> _EXERCISE_
Each line of the data below containing "give" needs to be listed.

(Dataset entries)
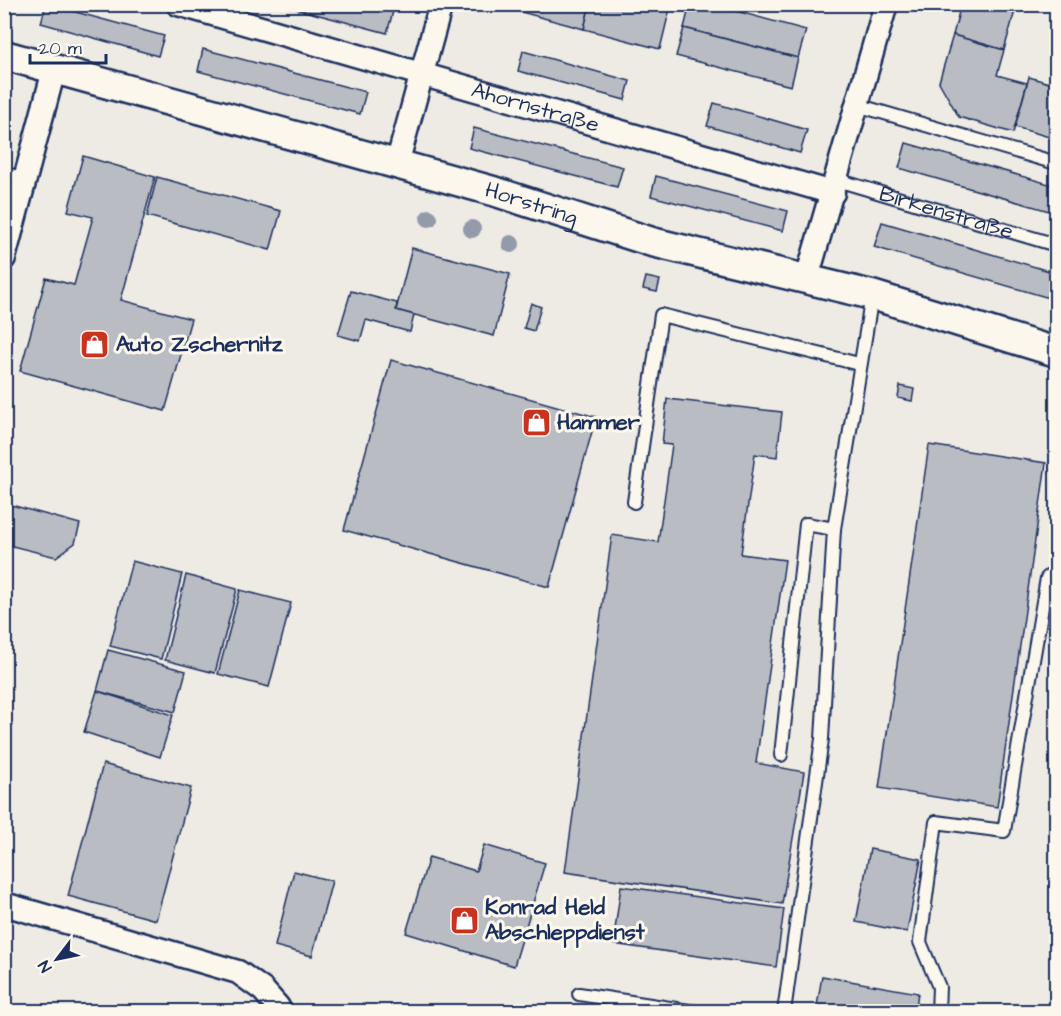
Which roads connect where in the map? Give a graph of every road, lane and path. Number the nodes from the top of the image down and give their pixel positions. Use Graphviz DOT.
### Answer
graph roads {
  1 [pos="441,4"];
  2 [pos="886,4"];
  3 [pos="187,7"];
  4 [pos="4,55"];
  5 [pos="54,70"];
  6 [pos="421,75"];
  7 [pos="857,105"];
  8 [pos="650,139"];
  9 [pos="1056,163"];
  10 [pos="397,164"];
  11 [pos="15,177"];
  12 [pos="835,186"];
  13 [pos="1056,245"];
  14 [pos="4,258"];
  15 [pos="807,278"];
  16 [pos="872,295"];
  17 [pos="1056,351"];
  18 [pos="860,364"];
  19 [pos="634,502"];
  20 [pos="834,529"];
  21 [pos="1056,571"];
  22 [pos="781,755"];
  23 [pos="4,904"];
  24 [pos="579,994"];
  25 [pos="278,1007"];
  26 [pos="696,1011"];
  27 [pos="784,1011"];
  28 [pos="938,1011"];
  1 -- 6 [label="street"];
  2 -- 7 [label="street"];
  3 -- 6 [label="street, Ahornstraße"];
  4 -- 5 [label="street, Horstring"];
  5 -- 10 [label="street, Horstring"];
  5 -- 11 [label="street"];
  6 -- 8 [label="street, Ahornstraße"];
  6 -- 10 [label="street"];
  7 -- 9 [label="lane"];
  7 -- 12 [label="street"];
  8 -- 12 [label="street, Birkenstraße"];
  10 -- 15 [label="street, Horstring"];
  11 -- 14 [label="street"];
  12 -- 13 [label="lane, Birkenstraße"];
  12 -- 15 [label="street"];
  15 -- 16 [label="street, Horstring"];
  16 -- 17 [label="street, Horstring"];
  16 -- 18 [label="lane"];
  18 -- 19 [label="lane"];
  18 -- 20 [label="lane"];
  20 -- 22 [label="lane"];
  20 -- 27 [label="lane"];
  21 -- 28 [label="lane"];
  23 -- 25 [label="street"];
  24 -- 26 [label="lane"];
}
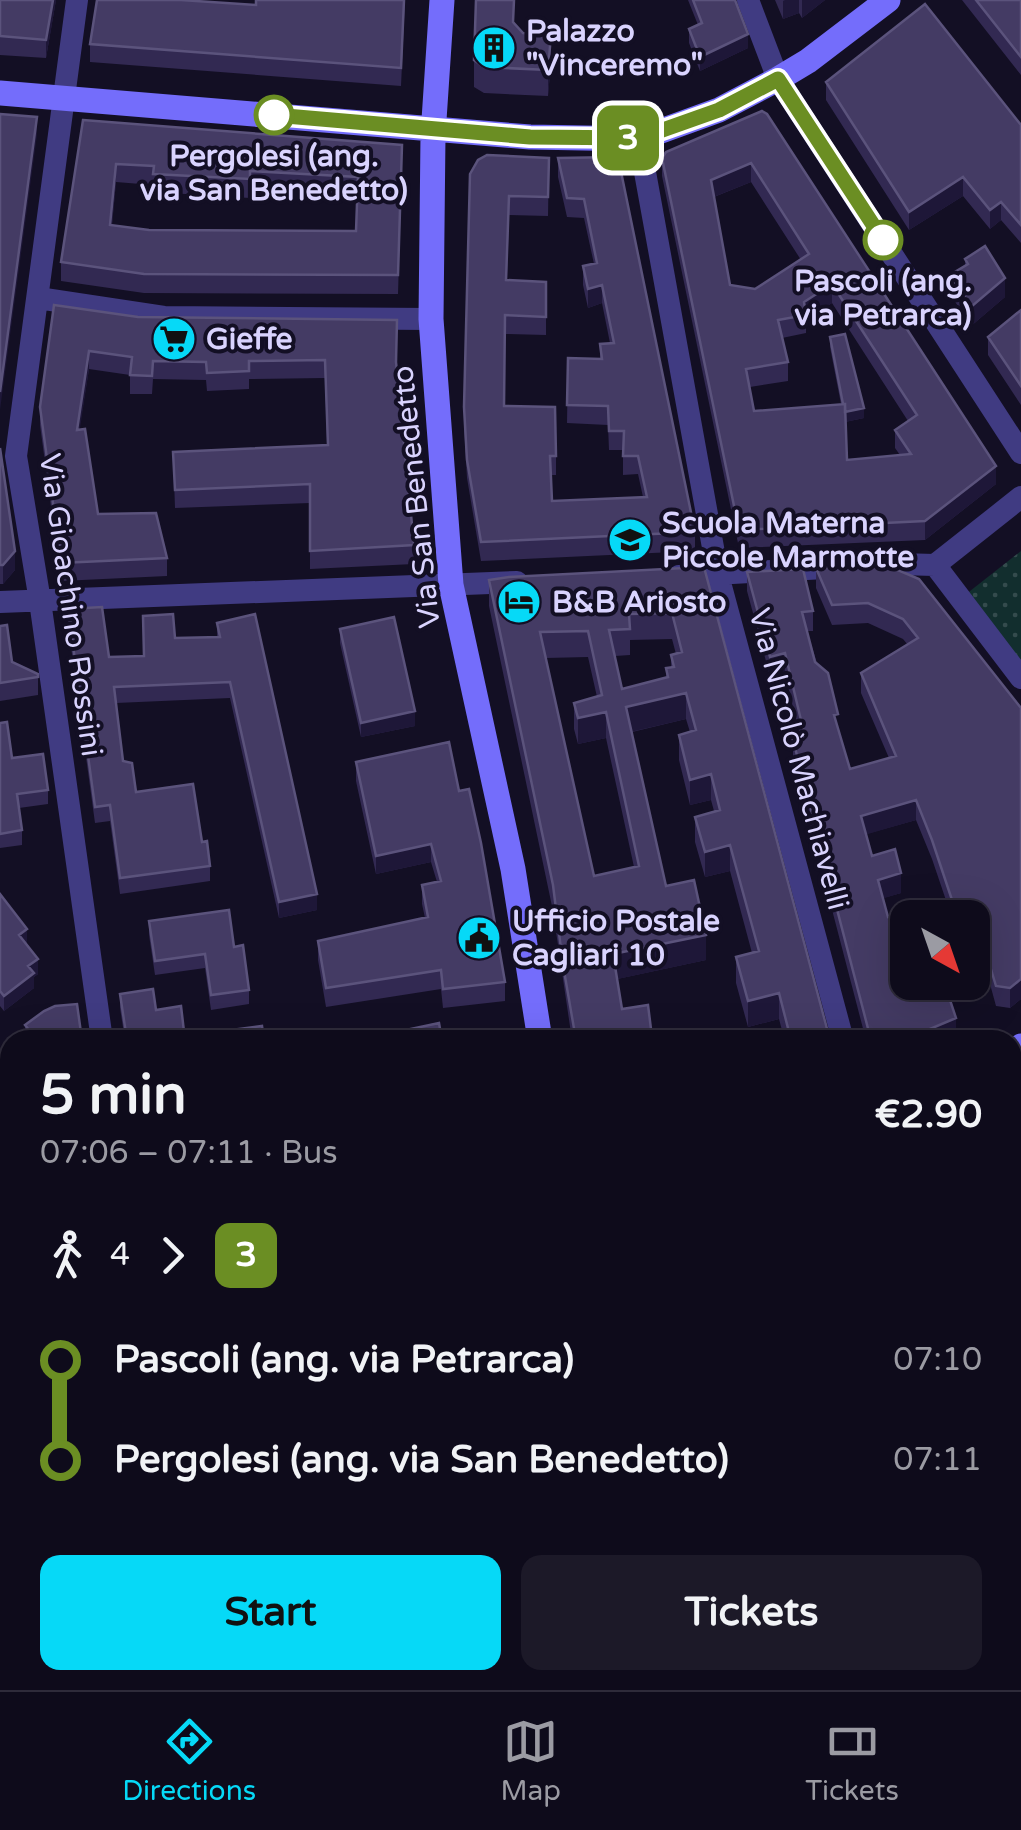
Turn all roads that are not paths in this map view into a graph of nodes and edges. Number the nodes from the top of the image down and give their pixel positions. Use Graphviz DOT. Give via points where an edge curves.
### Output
graph roads {
  1 [pos="77,0"];
  2 [pos="442,0"];
  3 [pos="748,0"];
  4 [pos="888,0"];
  5 [pos="778,79"];
  6 [pos="0,92"];
  7 [pos="64,98"];
  8 [pos="433,128"];
  9 [pos="640,138"];
  10 [pos="38,298"];
  11 [pos="432,319"];
  12 [pos="1021,453"];
  13 [pos="1021,496"];
  14 [pos="935,565"];
  15 [pos="718,574"];
  16 [pos="659,577"];
  17 [pos="548,581"];
  18 [pos="452,585"];
  19 [pos="40,600"];
  20 [pos="0,602"];
  21 [pos="1021,678"];
  22 [pos="101,1030"];
  23 [pos="538,1030"];
  24 [pos="840,1030"];
  1 -- 7 [label="street, Via Gioachino Rossini"];
  2 -- 8 [label="main road, Via San Benedetto"];
  3 -- 5 [label="street"];
  4 -- 5 [label="main road"];
  5 -- 9 [label="main road" via="719,110"];
  5 -- 12 [label="street"];
  6 -- 7 [label="main road"];
  7 -- 8 [label="main road"];
  7 -- 10 [label="street, Via Gioachino Rossini"];
  8 -- 9 [label="main road"];
  8 -- 11 [label="main road, Via San Benedetto"];
  9 -- 15 [label="street, Via Nicolò Machiavelli"];
  10 -- 11 [label="street" via="164,317"];
  10 -- 19 [label="street, Via Gioachino Rossini" via="16,456"];
  11 -- 18 [label="main road, Via San Benedetto"];
  13 -- 14 [label="street"];
  14 -- 15 [label="street"];
  14 -- 21 [label="street"];
  15 -- 16 [label="street"];
  15 -- 24 [label="street, Via Nicolò Machiavelli"];
  17 -- 18 [label="street"];
  18 -- 19 [label="street"];
  18 -- 23 [label="main road, Via San Benedetto" via="513,869"];
  19 -- 20 [label="street"];
  19 -- 22 [label="street, Via Gioachino Rossini"];
}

> _ANSWER TO THIS EXERCISE_
Which roads connect where in the map? Give a graph of every road, lane and path. Number the nodes from the top of the image down and give their pixel positions. Use Graphviz DOT.
Turn all roads that are not paths in this map view into a graph of nodes and edges. Number the nodes from the top of the image down and give their pixel positions. Use Graphviz DOT. Give via points where an edge curves.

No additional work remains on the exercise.